C&C is always welome.

thanks for looking!


----------



## Ls3D

These are all awesome! Way to shoot our home.   See ya at the expo.

Shea


----------



## clbowie

awesome pictures!


----------



## rom4n301

i really like the reflections in the first two shots, but the first shot has to be my fave.


----------



## ernie

all good man, have to say the last one is my favorite


----------



## Darwin

wow, thanks for the kind words guys.

S.D. is defo a good place to picture take.


----------



## CubsFanMike

Wow great shots!  I love #1 for sure, the reflections are awesome! Wish we had some nice cityscapes like that here in Iowa!!!


----------



## chente922

all of them are nicely shoot but the reflection in 1 & 2 is amazing


----------



## Darwin

all these shots were taken at 100 ISO, like 10 sec exposures, wide open.  it took me like 20 shots to get the white balance down.  i was very happy with the final outcome.

im really happy you guys like them.

:thumbup:


----------



## Jon_Are

Absolutely love #1.

Only been to San Diego once, and I miss it.

Jon


----------



## a_spaceman

gorgeous photos!
number 4 is probably my favourite, in 1 and 5 i love the effect of the light pollution halo in the sky over the buildings. and the shore on number 5 is great.
loved the framing, too.


----------



## Azriel

Looks like the car is ging in reverse...how does that work?


----------



## a_spaceman

Azriel said:


> Looks like the car is ging in reverse...how does that work?


it's probably because the car had to slow down until a near if not complete stop as the sign suggests. he probably started taking the photo while the car was starting to move again.


----------



## chente922

I agree, San Diego is a great city with a vivid downtown at day and night, been once last summer and loved it.


----------



## Darwin

chente922 said:


> I agree, San Diego is a great city with a vivid downtown at day and night, been once last summer and loved it.


 
yeah, this place never gets old.  no matter how many times i venture out i can always manage a decent shot or two.


----------



## bblaine

Darwin said:


> 1.
> 
> 
> 
> 
> 
> 
> 2.
> 
> 
> 
> 
> 
> 3.
> 
> 
> 
> 
> 
> 4.
> 
> 
> 
> 
> 
> 5.
> 
> 
> 
> 
> 
> C&C is always welome.
> 
> thanks for looking!


 
very nice, and...

oh, how do i miss it so... *sigh*


----------



## *Knowledge*

As a long time resident of SD, I believe you captured the essence of our city's skyline. Great job.

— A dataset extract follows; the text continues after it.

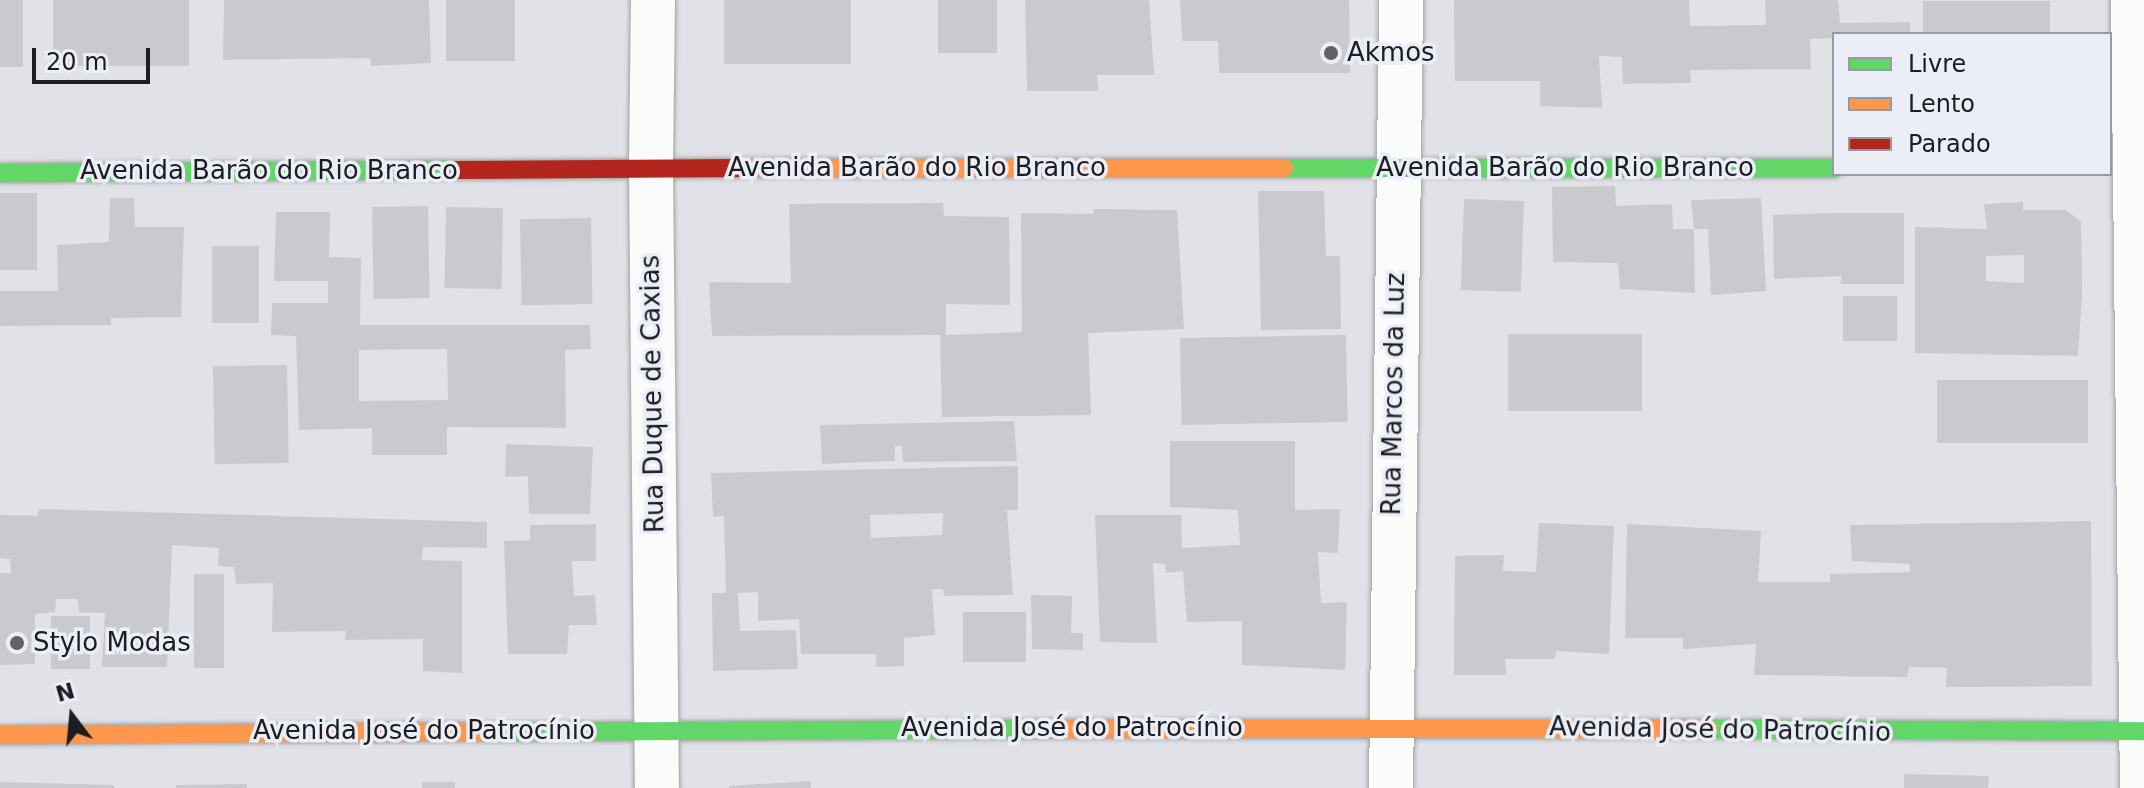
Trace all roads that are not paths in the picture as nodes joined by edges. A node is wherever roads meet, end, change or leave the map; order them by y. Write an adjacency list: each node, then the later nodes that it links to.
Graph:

BTW, what camera equipment is being used?


----------



## Darwin

bblaine said:


> very nice, and...
> 
> oh, how do i miss it so... *sigh*


 
its a great city, i dont think ill ever move.



*Knowledge* said:


> As a long time resident of SD, I believe you captured the essence of our city's skyline. Great job.
> 
> BTW, what camera equipment is being used?


 
thanks knowledge.

as for equipment, i used
-Nikon D300
-18-135mm
-Calumet tripod

i set it on a 2 sec timer to avoid any kind of shake.


----------



## MisplacedAngler

I like the phantom head lights in #3


----------